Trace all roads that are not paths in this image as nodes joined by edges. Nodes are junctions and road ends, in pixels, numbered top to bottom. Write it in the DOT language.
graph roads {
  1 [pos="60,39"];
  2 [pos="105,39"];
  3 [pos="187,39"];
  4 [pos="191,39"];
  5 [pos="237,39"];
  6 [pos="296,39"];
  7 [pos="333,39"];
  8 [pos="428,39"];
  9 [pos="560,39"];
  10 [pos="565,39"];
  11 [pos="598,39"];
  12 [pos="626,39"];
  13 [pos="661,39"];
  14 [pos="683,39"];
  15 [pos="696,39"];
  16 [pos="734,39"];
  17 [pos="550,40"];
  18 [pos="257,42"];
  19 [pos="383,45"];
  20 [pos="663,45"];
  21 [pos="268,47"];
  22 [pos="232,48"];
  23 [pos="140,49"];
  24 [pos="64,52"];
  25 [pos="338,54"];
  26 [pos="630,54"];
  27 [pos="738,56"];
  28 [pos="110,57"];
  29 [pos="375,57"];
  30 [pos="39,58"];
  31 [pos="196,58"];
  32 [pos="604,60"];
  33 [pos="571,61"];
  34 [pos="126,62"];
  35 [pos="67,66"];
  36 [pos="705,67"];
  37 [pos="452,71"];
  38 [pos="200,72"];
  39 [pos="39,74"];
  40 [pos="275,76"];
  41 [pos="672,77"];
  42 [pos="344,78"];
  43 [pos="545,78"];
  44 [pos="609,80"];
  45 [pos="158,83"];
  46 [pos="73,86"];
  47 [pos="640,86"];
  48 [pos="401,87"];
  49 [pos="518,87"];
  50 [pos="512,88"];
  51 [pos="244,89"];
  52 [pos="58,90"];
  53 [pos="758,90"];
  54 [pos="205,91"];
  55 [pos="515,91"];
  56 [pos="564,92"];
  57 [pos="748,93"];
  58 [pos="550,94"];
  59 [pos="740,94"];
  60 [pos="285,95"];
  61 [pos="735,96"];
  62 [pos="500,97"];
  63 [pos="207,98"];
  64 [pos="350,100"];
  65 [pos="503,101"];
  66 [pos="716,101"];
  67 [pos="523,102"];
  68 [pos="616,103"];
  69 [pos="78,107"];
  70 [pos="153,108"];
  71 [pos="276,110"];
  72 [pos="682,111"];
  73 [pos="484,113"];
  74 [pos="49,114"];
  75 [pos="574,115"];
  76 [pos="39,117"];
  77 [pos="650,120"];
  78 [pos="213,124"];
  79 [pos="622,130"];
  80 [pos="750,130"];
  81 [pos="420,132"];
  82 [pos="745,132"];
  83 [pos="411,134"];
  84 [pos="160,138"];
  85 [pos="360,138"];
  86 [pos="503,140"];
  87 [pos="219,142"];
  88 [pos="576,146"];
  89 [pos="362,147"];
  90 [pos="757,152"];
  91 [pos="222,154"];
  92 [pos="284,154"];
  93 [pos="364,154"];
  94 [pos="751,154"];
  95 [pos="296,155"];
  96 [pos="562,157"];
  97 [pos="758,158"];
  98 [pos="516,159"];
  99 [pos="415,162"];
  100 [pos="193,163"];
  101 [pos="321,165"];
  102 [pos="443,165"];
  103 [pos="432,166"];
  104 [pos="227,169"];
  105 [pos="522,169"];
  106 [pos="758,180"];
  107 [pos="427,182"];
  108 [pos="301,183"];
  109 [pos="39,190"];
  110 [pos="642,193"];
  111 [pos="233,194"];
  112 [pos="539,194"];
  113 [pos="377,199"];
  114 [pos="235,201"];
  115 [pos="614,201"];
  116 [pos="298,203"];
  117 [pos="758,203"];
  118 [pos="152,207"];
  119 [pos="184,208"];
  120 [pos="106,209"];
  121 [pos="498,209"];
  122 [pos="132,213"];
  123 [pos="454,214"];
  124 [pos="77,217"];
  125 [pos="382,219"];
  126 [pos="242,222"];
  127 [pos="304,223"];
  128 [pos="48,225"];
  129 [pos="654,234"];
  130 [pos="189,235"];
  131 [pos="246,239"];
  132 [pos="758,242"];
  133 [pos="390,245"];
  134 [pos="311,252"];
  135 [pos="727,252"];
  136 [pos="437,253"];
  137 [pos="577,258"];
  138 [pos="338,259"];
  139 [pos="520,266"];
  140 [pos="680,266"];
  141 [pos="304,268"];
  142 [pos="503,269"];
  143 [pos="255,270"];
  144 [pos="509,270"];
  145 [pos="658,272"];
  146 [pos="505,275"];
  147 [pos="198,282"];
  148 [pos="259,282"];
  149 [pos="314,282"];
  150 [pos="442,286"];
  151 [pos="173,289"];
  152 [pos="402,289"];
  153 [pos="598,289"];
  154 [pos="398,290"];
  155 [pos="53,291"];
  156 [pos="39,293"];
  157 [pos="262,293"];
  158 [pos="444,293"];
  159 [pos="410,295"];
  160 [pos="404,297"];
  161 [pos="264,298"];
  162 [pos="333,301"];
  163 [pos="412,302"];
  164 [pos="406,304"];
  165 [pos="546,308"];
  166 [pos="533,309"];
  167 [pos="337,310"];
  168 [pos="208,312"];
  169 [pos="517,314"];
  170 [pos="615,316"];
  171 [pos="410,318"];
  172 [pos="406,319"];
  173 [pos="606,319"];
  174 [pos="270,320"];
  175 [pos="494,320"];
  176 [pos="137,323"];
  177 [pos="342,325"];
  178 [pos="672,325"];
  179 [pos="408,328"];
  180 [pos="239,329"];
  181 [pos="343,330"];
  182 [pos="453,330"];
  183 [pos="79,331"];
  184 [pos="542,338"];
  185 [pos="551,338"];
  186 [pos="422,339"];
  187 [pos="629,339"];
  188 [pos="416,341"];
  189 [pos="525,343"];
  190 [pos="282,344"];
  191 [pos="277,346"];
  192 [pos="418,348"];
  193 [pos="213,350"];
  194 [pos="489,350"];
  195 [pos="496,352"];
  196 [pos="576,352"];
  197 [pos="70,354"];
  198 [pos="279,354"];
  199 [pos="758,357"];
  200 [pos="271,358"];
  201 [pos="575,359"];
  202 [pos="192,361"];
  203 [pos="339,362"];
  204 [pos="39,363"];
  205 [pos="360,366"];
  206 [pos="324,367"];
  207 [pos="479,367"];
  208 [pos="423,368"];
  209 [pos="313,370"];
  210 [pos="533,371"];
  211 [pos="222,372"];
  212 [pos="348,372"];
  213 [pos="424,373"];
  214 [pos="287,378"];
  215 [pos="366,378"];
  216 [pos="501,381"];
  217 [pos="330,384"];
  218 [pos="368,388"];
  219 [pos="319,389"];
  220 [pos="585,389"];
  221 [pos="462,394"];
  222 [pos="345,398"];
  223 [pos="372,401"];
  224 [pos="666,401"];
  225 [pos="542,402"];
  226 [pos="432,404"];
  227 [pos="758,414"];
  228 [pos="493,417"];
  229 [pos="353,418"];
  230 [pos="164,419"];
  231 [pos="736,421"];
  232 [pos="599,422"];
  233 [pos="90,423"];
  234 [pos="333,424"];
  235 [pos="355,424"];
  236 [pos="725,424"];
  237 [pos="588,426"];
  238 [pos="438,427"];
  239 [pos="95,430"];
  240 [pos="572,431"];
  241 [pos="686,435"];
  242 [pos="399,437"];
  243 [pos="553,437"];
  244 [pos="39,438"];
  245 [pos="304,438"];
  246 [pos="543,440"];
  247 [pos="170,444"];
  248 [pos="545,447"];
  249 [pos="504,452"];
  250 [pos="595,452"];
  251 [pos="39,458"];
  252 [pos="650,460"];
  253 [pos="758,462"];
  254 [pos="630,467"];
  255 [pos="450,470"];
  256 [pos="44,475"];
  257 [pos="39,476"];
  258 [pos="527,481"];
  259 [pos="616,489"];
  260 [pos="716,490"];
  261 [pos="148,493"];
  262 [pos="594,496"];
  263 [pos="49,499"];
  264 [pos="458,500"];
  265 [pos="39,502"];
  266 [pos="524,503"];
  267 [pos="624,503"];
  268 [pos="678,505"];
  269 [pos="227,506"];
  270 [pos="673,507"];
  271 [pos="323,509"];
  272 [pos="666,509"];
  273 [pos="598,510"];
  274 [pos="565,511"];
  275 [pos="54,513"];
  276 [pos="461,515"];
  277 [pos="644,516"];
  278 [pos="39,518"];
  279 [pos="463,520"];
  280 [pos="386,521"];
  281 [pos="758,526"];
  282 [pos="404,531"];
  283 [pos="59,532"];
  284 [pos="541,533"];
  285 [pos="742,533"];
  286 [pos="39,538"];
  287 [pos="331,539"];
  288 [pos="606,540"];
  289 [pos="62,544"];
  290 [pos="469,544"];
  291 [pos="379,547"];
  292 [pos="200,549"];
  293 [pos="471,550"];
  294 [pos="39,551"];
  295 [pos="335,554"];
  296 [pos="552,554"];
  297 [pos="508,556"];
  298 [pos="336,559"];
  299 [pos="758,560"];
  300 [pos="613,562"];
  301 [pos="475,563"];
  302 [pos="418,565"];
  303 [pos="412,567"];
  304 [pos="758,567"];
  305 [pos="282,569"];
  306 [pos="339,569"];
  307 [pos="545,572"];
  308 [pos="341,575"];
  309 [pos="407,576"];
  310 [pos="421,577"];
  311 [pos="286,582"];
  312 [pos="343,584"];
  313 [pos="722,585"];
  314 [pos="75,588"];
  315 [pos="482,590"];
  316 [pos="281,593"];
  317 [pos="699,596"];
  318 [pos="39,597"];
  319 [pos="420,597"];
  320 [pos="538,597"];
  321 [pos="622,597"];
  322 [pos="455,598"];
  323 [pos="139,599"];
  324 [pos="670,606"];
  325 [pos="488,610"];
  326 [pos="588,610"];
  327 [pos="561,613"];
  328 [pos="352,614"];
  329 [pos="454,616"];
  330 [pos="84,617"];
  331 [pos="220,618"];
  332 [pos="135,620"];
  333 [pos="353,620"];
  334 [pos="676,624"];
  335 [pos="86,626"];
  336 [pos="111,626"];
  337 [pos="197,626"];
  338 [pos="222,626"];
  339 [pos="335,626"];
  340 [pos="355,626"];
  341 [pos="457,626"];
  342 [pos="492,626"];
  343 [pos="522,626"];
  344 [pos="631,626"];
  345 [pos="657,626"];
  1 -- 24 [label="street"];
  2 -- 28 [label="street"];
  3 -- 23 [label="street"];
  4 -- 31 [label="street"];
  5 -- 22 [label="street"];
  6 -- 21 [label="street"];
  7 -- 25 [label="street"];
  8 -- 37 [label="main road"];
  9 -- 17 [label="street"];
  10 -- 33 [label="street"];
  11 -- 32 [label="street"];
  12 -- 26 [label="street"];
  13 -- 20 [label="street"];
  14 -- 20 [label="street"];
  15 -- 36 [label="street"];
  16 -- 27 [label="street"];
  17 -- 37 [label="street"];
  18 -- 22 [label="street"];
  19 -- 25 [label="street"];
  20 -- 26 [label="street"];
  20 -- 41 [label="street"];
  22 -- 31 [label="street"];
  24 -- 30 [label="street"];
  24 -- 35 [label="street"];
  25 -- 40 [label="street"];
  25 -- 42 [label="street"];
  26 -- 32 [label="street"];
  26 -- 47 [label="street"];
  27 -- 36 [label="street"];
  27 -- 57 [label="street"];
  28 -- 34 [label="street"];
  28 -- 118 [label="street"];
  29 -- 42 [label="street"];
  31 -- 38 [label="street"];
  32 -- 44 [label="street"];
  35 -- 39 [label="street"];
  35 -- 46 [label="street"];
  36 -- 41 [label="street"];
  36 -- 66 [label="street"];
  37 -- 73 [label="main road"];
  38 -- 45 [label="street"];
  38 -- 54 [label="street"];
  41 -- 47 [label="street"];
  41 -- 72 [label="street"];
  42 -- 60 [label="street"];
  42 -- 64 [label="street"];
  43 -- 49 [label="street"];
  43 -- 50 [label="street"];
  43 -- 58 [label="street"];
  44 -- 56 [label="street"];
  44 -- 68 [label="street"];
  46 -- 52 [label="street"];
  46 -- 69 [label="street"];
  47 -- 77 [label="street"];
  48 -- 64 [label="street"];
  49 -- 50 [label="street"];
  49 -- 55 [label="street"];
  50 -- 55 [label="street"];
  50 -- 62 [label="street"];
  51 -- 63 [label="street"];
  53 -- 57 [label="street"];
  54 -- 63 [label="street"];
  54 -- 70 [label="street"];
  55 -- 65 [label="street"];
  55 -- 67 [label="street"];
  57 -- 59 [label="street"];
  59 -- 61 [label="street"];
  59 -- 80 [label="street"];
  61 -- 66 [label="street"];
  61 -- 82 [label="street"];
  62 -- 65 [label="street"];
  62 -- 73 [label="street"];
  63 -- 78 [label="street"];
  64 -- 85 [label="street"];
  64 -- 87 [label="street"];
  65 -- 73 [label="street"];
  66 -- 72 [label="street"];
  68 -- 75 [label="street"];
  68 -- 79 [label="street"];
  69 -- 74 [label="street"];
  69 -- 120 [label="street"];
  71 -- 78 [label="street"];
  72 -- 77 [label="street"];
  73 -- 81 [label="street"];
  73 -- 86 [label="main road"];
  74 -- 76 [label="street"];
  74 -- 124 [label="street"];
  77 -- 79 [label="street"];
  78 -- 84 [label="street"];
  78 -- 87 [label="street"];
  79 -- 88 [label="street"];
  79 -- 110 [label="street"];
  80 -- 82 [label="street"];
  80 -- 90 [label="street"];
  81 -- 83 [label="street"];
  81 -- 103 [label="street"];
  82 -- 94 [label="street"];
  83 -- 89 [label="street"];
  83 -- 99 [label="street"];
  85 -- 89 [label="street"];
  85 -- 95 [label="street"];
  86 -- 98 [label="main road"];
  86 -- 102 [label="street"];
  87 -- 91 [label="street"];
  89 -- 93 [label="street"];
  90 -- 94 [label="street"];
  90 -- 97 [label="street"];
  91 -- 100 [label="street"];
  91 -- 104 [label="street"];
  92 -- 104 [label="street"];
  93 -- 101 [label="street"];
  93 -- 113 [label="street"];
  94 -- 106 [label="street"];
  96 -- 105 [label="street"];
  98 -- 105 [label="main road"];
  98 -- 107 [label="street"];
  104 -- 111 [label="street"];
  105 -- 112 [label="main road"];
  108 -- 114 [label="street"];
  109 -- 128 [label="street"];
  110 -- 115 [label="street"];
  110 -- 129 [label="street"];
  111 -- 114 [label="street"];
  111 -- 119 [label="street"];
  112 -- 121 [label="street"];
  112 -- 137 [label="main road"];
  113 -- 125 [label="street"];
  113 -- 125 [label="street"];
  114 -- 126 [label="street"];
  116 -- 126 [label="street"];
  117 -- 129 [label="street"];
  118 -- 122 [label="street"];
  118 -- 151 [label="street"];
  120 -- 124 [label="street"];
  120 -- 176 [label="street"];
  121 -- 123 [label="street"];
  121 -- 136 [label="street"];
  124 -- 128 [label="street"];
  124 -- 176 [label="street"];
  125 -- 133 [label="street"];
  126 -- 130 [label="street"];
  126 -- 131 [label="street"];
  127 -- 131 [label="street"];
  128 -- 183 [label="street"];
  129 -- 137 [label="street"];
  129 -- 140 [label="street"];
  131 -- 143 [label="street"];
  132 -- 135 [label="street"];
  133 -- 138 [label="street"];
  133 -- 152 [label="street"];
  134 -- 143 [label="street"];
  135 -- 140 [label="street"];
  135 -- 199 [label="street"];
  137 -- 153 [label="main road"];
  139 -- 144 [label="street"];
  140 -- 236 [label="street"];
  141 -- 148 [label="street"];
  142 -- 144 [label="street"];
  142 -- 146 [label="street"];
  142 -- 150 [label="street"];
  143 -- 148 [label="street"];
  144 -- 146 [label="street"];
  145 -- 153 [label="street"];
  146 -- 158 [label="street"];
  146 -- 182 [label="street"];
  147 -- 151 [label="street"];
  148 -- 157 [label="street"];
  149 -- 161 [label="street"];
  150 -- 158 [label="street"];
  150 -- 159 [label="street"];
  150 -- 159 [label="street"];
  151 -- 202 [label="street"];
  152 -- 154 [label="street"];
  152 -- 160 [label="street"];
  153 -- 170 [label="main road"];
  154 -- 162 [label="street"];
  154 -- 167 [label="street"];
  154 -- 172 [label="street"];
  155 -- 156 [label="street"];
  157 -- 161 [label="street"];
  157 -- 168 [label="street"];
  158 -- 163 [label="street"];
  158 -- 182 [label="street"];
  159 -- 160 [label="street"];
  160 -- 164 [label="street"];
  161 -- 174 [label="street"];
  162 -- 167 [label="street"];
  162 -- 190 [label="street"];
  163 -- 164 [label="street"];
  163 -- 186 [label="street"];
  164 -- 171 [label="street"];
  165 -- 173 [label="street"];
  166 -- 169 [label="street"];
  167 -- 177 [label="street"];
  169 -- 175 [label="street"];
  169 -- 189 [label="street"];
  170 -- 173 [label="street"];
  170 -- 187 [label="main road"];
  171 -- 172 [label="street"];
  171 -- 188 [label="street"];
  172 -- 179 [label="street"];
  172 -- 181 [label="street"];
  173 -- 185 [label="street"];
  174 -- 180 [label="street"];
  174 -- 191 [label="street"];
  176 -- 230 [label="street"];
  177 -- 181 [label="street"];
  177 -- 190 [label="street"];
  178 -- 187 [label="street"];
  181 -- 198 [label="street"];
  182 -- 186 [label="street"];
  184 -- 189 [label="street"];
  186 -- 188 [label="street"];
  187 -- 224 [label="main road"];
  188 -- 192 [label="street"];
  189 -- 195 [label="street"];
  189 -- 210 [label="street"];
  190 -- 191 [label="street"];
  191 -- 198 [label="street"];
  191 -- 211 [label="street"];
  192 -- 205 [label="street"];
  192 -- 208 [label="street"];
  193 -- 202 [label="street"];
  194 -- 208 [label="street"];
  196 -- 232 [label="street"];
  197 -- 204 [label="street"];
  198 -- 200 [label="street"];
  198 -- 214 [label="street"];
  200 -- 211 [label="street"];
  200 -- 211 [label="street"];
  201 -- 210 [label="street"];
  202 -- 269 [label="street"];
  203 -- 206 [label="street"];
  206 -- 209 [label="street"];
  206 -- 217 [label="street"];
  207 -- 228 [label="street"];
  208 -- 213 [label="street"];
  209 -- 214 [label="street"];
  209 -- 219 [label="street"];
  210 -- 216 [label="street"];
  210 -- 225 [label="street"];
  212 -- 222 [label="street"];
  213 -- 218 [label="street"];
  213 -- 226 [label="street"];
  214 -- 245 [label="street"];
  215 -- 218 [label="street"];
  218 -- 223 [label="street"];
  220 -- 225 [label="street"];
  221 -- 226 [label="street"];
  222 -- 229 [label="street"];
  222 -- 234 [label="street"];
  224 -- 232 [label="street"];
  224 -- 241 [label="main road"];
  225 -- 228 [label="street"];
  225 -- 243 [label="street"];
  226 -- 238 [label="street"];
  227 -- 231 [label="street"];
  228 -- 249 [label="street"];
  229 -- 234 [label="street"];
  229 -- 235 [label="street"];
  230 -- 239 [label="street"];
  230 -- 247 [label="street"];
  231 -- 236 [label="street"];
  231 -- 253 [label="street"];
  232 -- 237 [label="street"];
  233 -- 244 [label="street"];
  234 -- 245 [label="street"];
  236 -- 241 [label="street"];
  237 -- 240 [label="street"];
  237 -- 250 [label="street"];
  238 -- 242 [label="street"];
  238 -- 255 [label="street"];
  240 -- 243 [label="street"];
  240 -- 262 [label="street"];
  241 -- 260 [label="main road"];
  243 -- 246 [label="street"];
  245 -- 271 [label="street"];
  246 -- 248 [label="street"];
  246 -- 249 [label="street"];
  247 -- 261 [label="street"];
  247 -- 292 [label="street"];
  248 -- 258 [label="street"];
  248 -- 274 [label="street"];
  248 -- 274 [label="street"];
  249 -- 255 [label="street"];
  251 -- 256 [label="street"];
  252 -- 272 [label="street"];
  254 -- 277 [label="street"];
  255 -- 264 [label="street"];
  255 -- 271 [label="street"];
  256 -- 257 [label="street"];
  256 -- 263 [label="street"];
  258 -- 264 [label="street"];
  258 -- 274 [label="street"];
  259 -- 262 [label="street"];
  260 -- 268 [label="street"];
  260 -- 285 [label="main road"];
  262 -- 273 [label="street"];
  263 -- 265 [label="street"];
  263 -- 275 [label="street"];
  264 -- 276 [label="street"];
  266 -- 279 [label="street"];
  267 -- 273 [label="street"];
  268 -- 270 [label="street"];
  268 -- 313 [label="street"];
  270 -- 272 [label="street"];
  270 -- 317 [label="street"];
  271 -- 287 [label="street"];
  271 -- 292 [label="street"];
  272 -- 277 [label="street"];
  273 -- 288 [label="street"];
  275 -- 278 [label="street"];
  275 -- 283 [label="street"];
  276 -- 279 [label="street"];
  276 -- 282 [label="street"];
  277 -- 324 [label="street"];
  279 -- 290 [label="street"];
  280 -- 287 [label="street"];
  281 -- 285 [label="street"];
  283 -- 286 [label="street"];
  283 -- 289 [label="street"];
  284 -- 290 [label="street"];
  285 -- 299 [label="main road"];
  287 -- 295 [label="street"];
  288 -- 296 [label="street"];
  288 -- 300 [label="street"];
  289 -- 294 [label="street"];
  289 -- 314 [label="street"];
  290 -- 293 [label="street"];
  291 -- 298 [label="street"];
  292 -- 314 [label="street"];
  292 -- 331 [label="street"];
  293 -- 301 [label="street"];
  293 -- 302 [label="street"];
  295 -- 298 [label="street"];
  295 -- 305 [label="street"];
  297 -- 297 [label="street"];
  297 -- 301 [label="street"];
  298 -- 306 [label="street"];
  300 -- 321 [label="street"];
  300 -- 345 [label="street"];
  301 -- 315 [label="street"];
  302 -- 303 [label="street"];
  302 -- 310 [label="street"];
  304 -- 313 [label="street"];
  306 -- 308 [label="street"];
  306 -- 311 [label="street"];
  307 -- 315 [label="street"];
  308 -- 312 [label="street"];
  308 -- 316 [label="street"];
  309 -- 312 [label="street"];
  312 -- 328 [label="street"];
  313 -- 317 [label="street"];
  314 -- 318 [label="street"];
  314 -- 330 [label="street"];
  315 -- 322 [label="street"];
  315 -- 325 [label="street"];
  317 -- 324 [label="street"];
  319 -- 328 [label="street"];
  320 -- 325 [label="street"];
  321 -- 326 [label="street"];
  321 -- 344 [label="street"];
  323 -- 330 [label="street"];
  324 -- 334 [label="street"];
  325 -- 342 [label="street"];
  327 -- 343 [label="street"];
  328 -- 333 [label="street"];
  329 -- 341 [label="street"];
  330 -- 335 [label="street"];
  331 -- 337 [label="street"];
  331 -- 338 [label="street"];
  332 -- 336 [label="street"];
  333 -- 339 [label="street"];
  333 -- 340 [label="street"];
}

Work request
Every line of the listing that holds the word "roads" is to be found and copied.

Exercise solution
Trace all roads that are not paths in this image as nodes joined by edges. Nodes are junctions and road ends, in pixels, numbered top to bottom. Write it in the DOT language.
graph roads {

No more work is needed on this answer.